What you have to do — What this exercise requires is a verbatim reproduction of the data below.

(Stored data)
################
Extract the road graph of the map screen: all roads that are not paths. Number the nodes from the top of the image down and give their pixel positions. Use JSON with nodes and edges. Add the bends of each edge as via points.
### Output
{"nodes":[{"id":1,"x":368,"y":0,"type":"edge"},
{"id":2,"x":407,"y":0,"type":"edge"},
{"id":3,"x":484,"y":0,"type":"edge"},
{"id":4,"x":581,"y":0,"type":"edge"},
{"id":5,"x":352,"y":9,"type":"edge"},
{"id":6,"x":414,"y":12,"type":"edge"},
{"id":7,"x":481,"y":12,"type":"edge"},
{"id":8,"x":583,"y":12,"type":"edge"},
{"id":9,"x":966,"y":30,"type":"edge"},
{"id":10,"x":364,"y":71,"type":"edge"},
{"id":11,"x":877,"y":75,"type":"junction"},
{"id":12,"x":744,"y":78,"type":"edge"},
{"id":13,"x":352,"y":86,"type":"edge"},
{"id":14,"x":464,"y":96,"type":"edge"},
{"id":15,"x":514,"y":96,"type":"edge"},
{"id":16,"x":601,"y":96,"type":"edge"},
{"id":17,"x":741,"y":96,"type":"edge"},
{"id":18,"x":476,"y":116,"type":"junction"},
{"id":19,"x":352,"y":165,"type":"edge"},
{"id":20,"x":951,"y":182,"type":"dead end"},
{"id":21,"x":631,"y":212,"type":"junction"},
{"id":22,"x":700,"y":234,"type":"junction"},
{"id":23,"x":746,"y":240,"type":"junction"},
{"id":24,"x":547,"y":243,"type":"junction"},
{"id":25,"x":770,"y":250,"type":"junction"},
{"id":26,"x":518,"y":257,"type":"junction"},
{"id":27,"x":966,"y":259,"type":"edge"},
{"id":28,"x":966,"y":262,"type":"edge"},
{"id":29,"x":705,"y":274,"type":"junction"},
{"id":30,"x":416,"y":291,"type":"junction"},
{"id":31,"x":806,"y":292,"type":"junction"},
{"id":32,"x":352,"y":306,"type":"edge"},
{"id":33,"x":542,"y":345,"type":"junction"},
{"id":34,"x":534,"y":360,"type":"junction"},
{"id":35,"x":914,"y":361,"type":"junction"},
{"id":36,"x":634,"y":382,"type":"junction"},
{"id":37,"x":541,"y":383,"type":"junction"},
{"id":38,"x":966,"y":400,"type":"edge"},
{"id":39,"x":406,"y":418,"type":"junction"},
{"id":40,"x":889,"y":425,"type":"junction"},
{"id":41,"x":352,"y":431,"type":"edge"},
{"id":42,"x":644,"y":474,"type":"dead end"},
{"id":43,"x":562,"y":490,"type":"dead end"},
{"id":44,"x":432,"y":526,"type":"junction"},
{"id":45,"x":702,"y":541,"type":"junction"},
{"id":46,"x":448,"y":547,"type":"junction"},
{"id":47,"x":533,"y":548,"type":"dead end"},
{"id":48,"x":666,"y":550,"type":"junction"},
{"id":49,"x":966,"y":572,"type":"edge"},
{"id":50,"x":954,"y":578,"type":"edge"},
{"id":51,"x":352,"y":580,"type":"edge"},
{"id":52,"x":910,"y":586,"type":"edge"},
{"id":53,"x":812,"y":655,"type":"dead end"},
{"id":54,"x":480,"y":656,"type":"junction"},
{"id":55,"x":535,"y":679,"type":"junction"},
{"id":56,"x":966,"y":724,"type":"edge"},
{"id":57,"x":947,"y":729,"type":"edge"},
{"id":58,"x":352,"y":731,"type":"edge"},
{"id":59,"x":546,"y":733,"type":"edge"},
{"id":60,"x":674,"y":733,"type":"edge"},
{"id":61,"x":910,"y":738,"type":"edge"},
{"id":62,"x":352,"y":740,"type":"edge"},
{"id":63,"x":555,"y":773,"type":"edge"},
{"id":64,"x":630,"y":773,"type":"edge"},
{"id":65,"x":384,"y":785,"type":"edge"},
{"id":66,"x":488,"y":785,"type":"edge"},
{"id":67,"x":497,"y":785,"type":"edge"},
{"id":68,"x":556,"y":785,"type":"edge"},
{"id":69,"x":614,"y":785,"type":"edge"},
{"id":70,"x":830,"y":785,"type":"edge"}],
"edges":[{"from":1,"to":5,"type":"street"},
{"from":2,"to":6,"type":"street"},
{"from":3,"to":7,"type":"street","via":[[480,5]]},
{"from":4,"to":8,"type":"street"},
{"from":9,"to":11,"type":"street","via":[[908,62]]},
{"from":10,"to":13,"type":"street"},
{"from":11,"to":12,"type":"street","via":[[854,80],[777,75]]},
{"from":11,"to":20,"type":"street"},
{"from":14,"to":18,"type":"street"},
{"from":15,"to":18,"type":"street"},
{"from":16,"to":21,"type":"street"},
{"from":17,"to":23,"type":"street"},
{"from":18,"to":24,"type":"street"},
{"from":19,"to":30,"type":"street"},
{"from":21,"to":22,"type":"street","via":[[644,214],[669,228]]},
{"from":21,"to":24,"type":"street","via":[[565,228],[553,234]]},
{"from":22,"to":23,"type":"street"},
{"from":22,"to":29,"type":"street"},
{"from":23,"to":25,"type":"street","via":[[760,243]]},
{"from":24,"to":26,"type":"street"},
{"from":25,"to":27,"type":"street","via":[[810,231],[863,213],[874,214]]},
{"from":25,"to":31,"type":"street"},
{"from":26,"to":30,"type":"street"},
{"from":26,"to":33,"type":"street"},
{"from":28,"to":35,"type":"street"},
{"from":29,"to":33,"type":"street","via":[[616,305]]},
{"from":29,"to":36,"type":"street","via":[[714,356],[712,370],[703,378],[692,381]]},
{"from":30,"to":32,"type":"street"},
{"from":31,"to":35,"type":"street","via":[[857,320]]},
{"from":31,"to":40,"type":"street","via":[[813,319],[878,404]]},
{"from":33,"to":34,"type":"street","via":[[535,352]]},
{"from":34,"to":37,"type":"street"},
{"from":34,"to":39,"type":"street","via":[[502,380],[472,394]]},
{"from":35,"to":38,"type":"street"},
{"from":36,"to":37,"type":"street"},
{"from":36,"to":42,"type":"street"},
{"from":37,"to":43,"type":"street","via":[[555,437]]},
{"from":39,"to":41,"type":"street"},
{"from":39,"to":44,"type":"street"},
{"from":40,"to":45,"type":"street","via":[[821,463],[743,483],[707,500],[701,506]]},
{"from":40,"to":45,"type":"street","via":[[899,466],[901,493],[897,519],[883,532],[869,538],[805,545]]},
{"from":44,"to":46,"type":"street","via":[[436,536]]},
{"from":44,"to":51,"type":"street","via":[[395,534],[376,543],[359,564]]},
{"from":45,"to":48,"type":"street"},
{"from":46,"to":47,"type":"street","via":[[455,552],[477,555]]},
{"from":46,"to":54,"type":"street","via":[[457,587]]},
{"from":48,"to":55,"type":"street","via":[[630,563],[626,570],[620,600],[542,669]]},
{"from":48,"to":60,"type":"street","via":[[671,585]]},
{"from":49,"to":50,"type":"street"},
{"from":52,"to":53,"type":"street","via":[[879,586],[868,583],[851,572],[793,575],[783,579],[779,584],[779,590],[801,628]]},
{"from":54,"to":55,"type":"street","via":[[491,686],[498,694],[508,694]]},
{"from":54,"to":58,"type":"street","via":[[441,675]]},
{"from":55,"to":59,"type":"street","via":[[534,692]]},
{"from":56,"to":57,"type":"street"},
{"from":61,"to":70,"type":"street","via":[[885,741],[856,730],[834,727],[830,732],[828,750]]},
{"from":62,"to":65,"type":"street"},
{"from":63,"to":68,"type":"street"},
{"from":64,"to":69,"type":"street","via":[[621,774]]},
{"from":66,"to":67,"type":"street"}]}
################
Solved exercise —
Extract the road graph of the map screen: all roads that are not paths. Number the nodes from the top of the image down and give their pixel positions. Use JSON with nodes and edges. Add the bends of each edge as via points.
### Output
{"nodes":[{"id":1,"x":368,"y":0,"type":"edge"},
{"id":2,"x":407,"y":0,"type":"edge"},
{"id":3,"x":484,"y":0,"type":"edge"},
{"id":4,"x":581,"y":0,"type":"edge"},
{"id":5,"x":352,"y":9,"type":"edge"},
{"id":6,"x":414,"y":12,"type":"edge"},
{"id":7,"x":481,"y":12,"type":"edge"},
{"id":8,"x":583,"y":12,"type":"edge"},
{"id":9,"x":966,"y":30,"type":"edge"},
{"id":10,"x":364,"y":71,"type":"edge"},
{"id":11,"x":877,"y":75,"type":"junction"},
{"id":12,"x":744,"y":78,"type":"edge"},
{"id":13,"x":352,"y":86,"type":"edge"},
{"id":14,"x":464,"y":96,"type":"edge"},
{"id":15,"x":514,"y":96,"type":"edge"},
{"id":16,"x":601,"y":96,"type":"edge"},
{"id":17,"x":741,"y":96,"type":"edge"},
{"id":18,"x":476,"y":116,"type":"junction"},
{"id":19,"x":352,"y":165,"type":"edge"},
{"id":20,"x":951,"y":182,"type":"dead end"},
{"id":21,"x":631,"y":212,"type":"junction"},
{"id":22,"x":700,"y":234,"type":"junction"},
{"id":23,"x":746,"y":240,"type":"junction"},
{"id":24,"x":547,"y":243,"type":"junction"},
{"id":25,"x":770,"y":250,"type":"junction"},
{"id":26,"x":518,"y":257,"type":"junction"},
{"id":27,"x":966,"y":259,"type":"edge"},
{"id":28,"x":966,"y":262,"type":"edge"},
{"id":29,"x":705,"y":274,"type":"junction"},
{"id":30,"x":416,"y":291,"type":"junction"},
{"id":31,"x":806,"y":292,"type":"junction"},
{"id":32,"x":352,"y":306,"type":"edge"},
{"id":33,"x":542,"y":345,"type":"junction"},
{"id":34,"x":534,"y":360,"type":"junction"},
{"id":35,"x":914,"y":361,"type":"junction"},
{"id":36,"x":634,"y":382,"type":"junction"},
{"id":37,"x":541,"y":383,"type":"junction"},
{"id":38,"x":966,"y":400,"type":"edge"},
{"id":39,"x":406,"y":418,"type":"junction"},
{"id":40,"x":889,"y":425,"type":"junction"},
{"id":41,"x":352,"y":431,"type":"edge"},
{"id":42,"x":644,"y":474,"type":"dead end"},
{"id":43,"x":562,"y":490,"type":"dead end"},
{"id":44,"x":432,"y":526,"type":"junction"},
{"id":45,"x":702,"y":541,"type":"junction"},
{"id":46,"x":448,"y":547,"type":"junction"},
{"id":47,"x":533,"y":548,"type":"dead end"},
{"id":48,"x":666,"y":550,"type":"junction"},
{"id":49,"x":966,"y":572,"type":"edge"},
{"id":50,"x":954,"y":578,"type":"edge"},
{"id":51,"x":352,"y":580,"type":"edge"},
{"id":52,"x":910,"y":586,"type":"edge"},
{"id":53,"x":812,"y":655,"type":"dead end"},
{"id":54,"x":480,"y":656,"type":"junction"},
{"id":55,"x":535,"y":679,"type":"junction"},
{"id":56,"x":966,"y":724,"type":"edge"},
{"id":57,"x":947,"y":729,"type":"edge"},
{"id":58,"x":352,"y":731,"type":"edge"},
{"id":59,"x":546,"y":733,"type":"edge"},
{"id":60,"x":674,"y":733,"type":"edge"},
{"id":61,"x":910,"y":738,"type":"edge"},
{"id":62,"x":352,"y":740,"type":"edge"},
{"id":63,"x":555,"y":773,"type":"edge"},
{"id":64,"x":630,"y":773,"type":"edge"},
{"id":65,"x":384,"y":785,"type":"edge"},
{"id":66,"x":488,"y":785,"type":"edge"},
{"id":67,"x":497,"y":785,"type":"edge"},
{"id":68,"x":556,"y":785,"type":"edge"},
{"id":69,"x":614,"y":785,"type":"edge"},
{"id":70,"x":830,"y":785,"type":"edge"}],
"edges":[{"from":1,"to":5,"type":"street"},
{"from":2,"to":6,"type":"street"},
{"from":3,"to":7,"type":"street","via":[[480,5]]},
{"from":4,"to":8,"type":"street"},
{"from":9,"to":11,"type":"street","via":[[908,62]]},
{"from":10,"to":13,"type":"street"},
{"from":11,"to":12,"type":"street","via":[[854,80],[777,75]]},
{"from":11,"to":20,"type":"street"},
{"from":14,"to":18,"type":"street"},
{"from":15,"to":18,"type":"street"},
{"from":16,"to":21,"type":"street"},
{"from":17,"to":23,"type":"street"},
{"from":18,"to":24,"type":"street"},
{"from":19,"to":30,"type":"street"},
{"from":21,"to":22,"type":"street","via":[[644,214],[669,228]]},
{"from":21,"to":24,"type":"street","via":[[565,228],[553,234]]},
{"from":22,"to":23,"type":"street"},
{"from":22,"to":29,"type":"street"},
{"from":23,"to":25,"type":"street","via":[[760,243]]},
{"from":24,"to":26,"type":"street"},
{"from":25,"to":27,"type":"street","via":[[810,231],[863,213],[874,214]]},
{"from":25,"to":31,"type":"street"},
{"from":26,"to":30,"type":"street"},
{"from":26,"to":33,"type":"street"},
{"from":28,"to":35,"type":"street"},
{"from":29,"to":33,"type":"street","via":[[616,305]]},
{"from":29,"to":36,"type":"street","via":[[714,356],[712,370],[703,378],[692,381]]},
{"from":30,"to":32,"type":"street"},
{"from":31,"to":35,"type":"street","via":[[857,320]]},
{"from":31,"to":40,"type":"street","via":[[813,319],[878,404]]},
{"from":33,"to":34,"type":"street","via":[[535,352]]},
{"from":34,"to":37,"type":"street"},
{"from":34,"to":39,"type":"street","via":[[502,380],[472,394]]},
{"from":35,"to":38,"type":"street"},
{"from":36,"to":37,"type":"street"},
{"from":36,"to":42,"type":"street"},
{"from":37,"to":43,"type":"street","via":[[555,437]]},
{"from":39,"to":41,"type":"street"},
{"from":39,"to":44,"type":"street"},
{"from":40,"to":45,"type":"street","via":[[821,463],[743,483],[707,500],[701,506]]},
{"from":40,"to":45,"type":"street","via":[[899,466],[901,493],[897,519],[883,532],[869,538],[805,545]]},
{"from":44,"to":46,"type":"street","via":[[436,536]]},
{"from":44,"to":51,"type":"street","via":[[395,534],[376,543],[359,564]]},
{"from":45,"to":48,"type":"street"},
{"from":46,"to":47,"type":"street","via":[[455,552],[477,555]]},
{"from":46,"to":54,"type":"street","via":[[457,587]]},
{"from":48,"to":55,"type":"street","via":[[630,563],[626,570],[620,600],[542,669]]},
{"from":48,"to":60,"type":"street","via":[[671,585]]},
{"from":49,"to":50,"type":"street"},
{"from":52,"to":53,"type":"street","via":[[879,586],[868,583],[851,572],[793,575],[783,579],[779,584],[779,590],[801,628]]},
{"from":54,"to":55,"type":"street","via":[[491,686],[498,694],[508,694]]},
{"from":54,"to":58,"type":"street","via":[[441,675]]},
{"from":55,"to":59,"type":"street","via":[[534,692]]},
{"from":56,"to":57,"type":"street"},
{"from":61,"to":70,"type":"street","via":[[885,741],[856,730],[834,727],[830,732],[828,750]]},
{"from":62,"to":65,"type":"street"},
{"from":63,"to":68,"type":"street"},
{"from":64,"to":69,"type":"street","via":[[621,774]]},
{"from":66,"to":67,"type":"street"}]}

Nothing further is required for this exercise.